Scan the entries below for the string "Ersoy" and copy every line where it turns up.

----

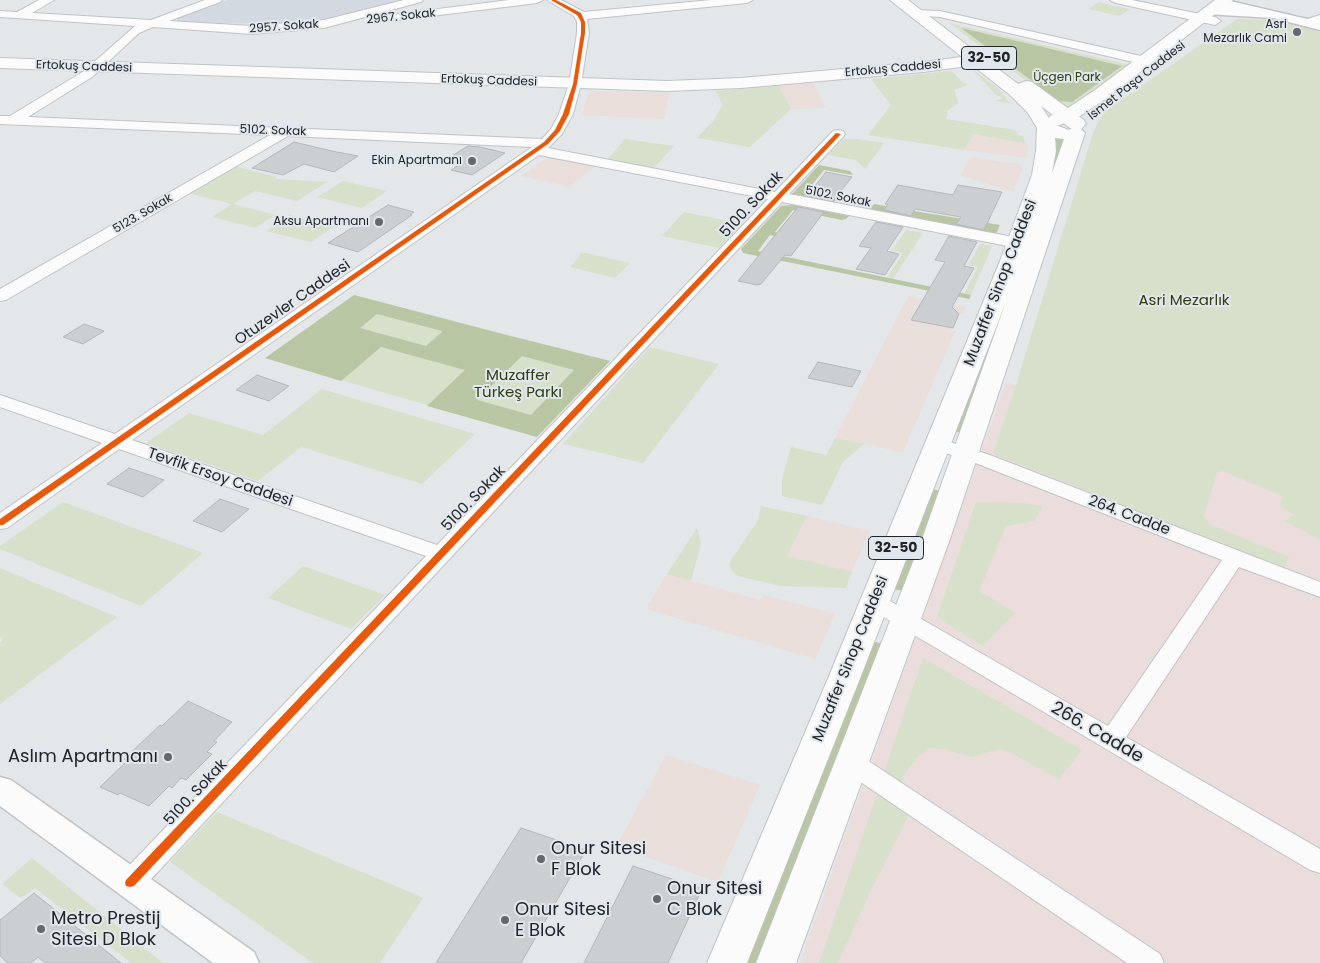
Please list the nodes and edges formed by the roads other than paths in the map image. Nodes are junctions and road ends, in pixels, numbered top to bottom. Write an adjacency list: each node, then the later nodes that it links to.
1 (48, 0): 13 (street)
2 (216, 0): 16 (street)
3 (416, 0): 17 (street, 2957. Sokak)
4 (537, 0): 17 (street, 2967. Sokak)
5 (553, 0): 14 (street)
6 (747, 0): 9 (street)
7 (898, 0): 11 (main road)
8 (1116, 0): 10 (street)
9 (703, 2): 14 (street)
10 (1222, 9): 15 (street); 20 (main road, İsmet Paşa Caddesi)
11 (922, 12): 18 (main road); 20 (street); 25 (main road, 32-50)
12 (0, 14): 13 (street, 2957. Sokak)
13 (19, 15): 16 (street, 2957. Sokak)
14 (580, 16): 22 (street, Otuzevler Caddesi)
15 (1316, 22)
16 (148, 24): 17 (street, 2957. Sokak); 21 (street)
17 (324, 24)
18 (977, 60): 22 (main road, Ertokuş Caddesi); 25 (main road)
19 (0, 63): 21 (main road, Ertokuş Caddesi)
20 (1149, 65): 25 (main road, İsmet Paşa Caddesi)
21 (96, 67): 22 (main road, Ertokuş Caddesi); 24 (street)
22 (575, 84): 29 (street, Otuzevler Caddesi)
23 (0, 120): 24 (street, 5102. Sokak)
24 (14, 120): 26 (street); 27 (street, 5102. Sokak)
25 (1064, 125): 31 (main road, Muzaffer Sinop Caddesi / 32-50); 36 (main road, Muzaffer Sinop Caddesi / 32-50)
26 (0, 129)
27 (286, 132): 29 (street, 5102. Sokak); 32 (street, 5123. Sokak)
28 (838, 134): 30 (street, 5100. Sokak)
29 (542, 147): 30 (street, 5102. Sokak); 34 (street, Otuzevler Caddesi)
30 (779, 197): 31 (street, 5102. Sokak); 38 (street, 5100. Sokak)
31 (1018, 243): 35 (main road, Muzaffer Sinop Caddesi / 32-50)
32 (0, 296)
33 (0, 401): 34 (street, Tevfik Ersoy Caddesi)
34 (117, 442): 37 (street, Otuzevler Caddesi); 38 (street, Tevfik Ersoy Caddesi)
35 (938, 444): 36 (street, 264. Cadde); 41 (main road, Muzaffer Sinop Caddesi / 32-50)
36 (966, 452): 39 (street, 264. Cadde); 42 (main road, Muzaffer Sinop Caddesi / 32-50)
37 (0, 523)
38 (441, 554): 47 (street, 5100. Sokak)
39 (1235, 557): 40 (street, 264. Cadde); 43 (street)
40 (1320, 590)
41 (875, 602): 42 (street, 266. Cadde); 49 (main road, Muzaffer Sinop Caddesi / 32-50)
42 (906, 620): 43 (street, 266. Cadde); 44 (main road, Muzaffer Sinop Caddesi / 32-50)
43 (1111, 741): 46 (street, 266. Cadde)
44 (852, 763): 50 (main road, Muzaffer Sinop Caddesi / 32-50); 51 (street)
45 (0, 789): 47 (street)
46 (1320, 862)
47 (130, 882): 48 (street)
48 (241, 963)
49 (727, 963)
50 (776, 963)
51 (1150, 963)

----

> Exercise solution:
33 (0, 401): 34 (street, Tevfik Ersoy Caddesi)
34 (117, 442): 37 (street, Otuzevler Caddesi); 38 (street, Tevfik Ersoy Caddesi)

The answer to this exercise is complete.